Saturday, 8 December 2012

How to Taste Sherry - Part 2


Oloroso itself never had flor and has spent its entire life oxidising gently away. The result is a robust wine of more weight, body, colour, implied sweetness, and pretty full aroma. It has no flor aromas at all, obviously, but you can’t miss the savoury chestnut, walnut and old furniture aromas! As they age, Olorosos also get more concentrated, meaning they can get quite lean, and can develop astringent woody notes, so sometimes a trace of PX is blended in before bottling.

Moscatel is generally made in two ways.

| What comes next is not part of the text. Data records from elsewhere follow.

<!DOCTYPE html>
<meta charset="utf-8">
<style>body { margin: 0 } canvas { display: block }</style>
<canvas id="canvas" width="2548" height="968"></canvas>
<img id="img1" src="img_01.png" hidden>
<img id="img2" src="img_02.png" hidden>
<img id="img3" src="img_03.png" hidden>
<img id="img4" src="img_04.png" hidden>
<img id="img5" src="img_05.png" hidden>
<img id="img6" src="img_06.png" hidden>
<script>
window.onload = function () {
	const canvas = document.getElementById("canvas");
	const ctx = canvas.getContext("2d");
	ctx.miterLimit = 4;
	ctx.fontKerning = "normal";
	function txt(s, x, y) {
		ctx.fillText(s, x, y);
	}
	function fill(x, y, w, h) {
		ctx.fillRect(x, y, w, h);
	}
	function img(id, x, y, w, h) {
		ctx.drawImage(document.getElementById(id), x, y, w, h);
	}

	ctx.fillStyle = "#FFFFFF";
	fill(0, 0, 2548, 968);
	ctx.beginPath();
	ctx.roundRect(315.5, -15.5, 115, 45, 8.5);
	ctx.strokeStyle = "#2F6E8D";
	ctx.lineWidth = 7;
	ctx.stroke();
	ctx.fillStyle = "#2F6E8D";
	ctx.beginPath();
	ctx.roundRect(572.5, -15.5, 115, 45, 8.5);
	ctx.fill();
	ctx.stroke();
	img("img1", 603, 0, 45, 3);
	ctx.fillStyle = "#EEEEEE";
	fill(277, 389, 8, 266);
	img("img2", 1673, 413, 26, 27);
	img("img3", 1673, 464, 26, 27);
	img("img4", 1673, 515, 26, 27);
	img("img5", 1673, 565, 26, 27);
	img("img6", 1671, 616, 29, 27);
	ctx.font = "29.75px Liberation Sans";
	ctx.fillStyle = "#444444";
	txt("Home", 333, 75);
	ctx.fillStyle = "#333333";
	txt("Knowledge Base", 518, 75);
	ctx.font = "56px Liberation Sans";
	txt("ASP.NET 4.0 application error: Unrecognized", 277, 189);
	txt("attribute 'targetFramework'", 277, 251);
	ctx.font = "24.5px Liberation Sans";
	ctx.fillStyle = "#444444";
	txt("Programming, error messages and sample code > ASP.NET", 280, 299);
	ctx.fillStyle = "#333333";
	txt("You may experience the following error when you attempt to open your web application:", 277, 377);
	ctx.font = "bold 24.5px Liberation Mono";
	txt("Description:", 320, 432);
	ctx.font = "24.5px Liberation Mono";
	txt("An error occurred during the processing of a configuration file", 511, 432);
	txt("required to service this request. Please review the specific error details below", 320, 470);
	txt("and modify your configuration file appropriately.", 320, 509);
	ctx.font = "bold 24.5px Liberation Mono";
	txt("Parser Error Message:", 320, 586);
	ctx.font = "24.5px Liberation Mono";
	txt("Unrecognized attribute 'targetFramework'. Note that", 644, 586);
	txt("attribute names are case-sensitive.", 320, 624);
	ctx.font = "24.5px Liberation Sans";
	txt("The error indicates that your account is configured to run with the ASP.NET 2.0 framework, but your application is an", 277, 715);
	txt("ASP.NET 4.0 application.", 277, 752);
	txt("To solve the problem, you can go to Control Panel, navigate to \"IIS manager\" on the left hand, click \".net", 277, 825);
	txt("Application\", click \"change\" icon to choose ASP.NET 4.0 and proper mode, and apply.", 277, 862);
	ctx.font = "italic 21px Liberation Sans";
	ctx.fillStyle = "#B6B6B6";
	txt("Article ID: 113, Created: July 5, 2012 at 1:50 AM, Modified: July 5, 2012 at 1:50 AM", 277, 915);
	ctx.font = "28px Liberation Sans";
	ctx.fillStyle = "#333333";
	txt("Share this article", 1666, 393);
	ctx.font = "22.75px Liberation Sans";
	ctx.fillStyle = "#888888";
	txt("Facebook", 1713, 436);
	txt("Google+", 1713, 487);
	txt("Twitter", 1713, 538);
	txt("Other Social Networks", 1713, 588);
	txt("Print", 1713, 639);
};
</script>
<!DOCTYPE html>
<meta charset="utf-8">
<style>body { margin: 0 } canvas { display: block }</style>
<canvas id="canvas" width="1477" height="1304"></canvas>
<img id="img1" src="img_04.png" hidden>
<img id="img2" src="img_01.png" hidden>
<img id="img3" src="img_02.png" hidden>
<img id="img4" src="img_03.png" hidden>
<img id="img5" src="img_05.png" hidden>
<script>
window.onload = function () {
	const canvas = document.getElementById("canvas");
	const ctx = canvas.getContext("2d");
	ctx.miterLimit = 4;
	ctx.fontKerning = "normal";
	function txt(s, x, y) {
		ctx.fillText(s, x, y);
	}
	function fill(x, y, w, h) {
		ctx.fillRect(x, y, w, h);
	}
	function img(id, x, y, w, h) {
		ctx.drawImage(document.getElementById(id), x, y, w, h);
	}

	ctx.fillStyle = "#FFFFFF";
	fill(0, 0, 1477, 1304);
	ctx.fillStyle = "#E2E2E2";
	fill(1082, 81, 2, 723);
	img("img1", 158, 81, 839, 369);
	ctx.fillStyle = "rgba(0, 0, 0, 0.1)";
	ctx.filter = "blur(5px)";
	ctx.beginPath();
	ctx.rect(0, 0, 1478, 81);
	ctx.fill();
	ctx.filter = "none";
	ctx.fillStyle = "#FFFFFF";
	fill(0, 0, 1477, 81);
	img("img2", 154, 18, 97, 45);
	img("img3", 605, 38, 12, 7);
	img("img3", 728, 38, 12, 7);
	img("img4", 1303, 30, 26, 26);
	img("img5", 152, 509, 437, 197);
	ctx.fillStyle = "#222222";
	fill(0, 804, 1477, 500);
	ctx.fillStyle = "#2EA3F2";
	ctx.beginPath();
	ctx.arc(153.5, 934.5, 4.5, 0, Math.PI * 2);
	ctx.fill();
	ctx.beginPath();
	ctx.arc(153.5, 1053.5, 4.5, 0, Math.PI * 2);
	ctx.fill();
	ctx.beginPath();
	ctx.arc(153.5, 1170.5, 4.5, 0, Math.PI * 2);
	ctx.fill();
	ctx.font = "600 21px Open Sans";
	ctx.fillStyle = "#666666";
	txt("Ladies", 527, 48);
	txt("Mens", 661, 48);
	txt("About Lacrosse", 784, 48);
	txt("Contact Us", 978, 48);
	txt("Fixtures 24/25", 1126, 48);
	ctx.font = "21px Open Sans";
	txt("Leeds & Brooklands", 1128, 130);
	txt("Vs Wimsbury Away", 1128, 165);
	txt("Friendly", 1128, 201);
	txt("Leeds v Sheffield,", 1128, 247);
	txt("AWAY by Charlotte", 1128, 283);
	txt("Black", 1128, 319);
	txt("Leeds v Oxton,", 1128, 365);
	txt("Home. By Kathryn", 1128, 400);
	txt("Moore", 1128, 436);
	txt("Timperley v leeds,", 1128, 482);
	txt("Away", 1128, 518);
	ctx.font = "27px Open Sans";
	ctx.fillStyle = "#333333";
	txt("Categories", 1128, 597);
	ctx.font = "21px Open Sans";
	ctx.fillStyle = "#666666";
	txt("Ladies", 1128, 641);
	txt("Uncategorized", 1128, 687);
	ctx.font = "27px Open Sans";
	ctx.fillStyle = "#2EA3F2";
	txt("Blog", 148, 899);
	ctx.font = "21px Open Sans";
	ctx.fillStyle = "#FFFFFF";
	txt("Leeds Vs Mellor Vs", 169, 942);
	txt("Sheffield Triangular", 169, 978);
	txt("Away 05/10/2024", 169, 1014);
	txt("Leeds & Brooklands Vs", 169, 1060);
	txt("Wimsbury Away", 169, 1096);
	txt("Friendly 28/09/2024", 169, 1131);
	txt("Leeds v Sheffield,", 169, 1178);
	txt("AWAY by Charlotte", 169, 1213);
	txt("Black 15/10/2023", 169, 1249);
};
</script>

Either the sweet juice is fortified thus preserving the primary grapey aromas and the natural sugars producing a young fresh tangy wine, or the grapes are dried in the sun to raisins and the juice is fortified still preserving the sugars, but producing an altogether different wine. The latter is still grapey but also raisiny, more concentrated, and oxidation from sun-drying and long ageing will be there too, as well as enhanced complexity.

Pedro Ximenez is also sun-dried to raisins and also has that raisiny aroma and flavour. It is normally aged longer than Moscatel and therefore more concentrated. In both PX and Moscatel made from dried grapes, there is a little more tannin from the stalk, which cannot be separated after drying. In PX there is quite an array of aromas, some fruity and some phenolic. The former are raisins, figs, prunes, with the attendant texture of dried fruit, and the latter are toasted aromas such as coffee, chocolate, treacle.

Whenever you taste a wine as versatile as Sherry, think what dish it would marry with. There is a Sherry to match each and every dish you could come up with. Not only that, but Sherry makes the perfect aperitif as well as the perfect post prandial. You need never drink anything else!!